Okay, but that wasn't on day-to-day issues, and they didn't tell you what to report.... They told you what they wanted to see in terms of reporting back, but not in terms of day-to-day issues.
I guess what I'm getting at.... There's a valid question here to be discussed, but I'm concerned that this is an opportunity to take a swing at the minister and to question his integrity without evidence—ironically enough, using parliamentary privilege, because you're saying it in the committee and not out in the hallways.
It would seem to me that this alternative.... On the one hand, you said that it seems like a technical issue, and maybe it is a technical issue, but on the other hand, potentially there is a broad conspiracy where the Minister of Public Safety presumably notified the acting commissioner of the RCMP, who notified someone else, who notified someone else, who notified someone else, who notified someone else, who notified the person in charge of the website. I'm guessing that person is pretty low in the hierarchy of the RCMP. I doubt the commissioner of the RCMP changes the website.

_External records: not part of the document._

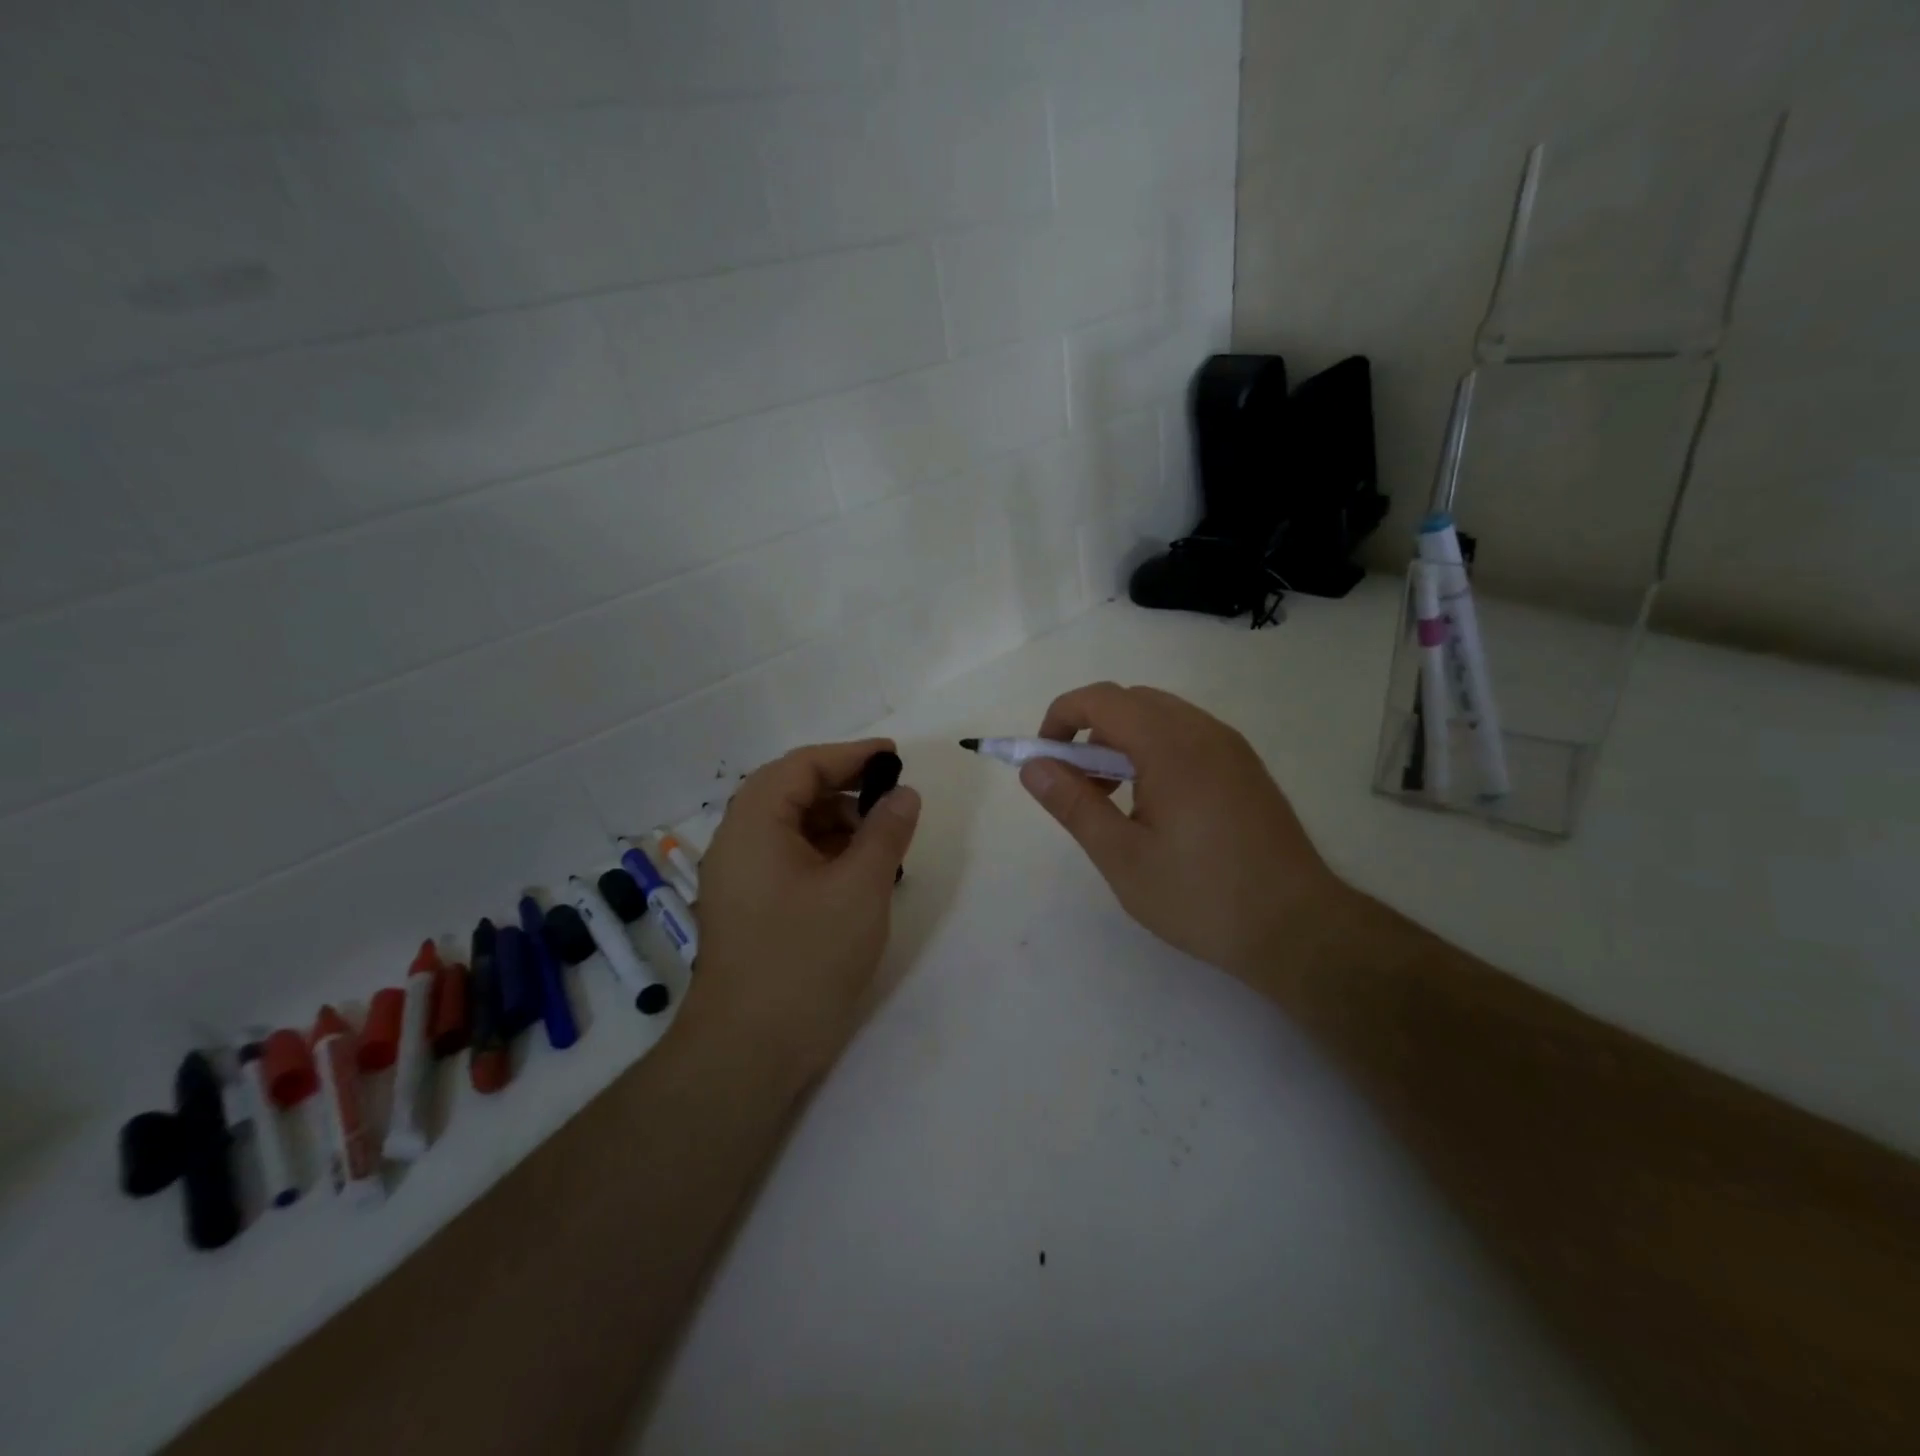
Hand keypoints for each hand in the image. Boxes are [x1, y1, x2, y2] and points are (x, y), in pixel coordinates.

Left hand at [680, 738, 921, 1088]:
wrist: (749, 1052)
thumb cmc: (806, 958)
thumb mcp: (860, 888)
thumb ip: (886, 832)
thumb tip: (903, 793)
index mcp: (754, 824)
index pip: (802, 766)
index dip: (851, 755)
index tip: (894, 756)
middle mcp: (737, 843)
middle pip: (791, 793)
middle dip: (844, 789)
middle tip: (891, 799)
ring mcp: (738, 879)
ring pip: (790, 828)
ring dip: (835, 824)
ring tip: (880, 843)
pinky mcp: (747, 909)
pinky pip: (786, 860)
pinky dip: (823, 855)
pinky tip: (856, 876)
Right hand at [1019, 683, 1346, 982]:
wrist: (1297, 928)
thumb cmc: (1200, 895)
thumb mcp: (1122, 856)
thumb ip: (1073, 804)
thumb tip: (1033, 766)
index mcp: (1171, 745)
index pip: (1101, 699)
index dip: (1061, 717)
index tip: (1044, 759)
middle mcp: (1204, 731)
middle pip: (1132, 701)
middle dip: (1091, 731)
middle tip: (1078, 786)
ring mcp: (1231, 747)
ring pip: (1161, 717)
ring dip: (1123, 742)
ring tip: (1114, 801)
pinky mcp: (1246, 768)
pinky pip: (1188, 737)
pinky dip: (1155, 752)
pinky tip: (1155, 806)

So you potentially have 10, 20, 100 people involved in this conspiracy, and in Ottawa, as would be the case in Washington or any other capital, those things don't stay secret. Are those the two options, that it was a technical breach or that there is a vast conspiracy between the Royal Canadian Mounted Police and the minister's office on this particular issue? I don't see any other option. It's either one or the other. Do you honestly believe that there's a conspiracy?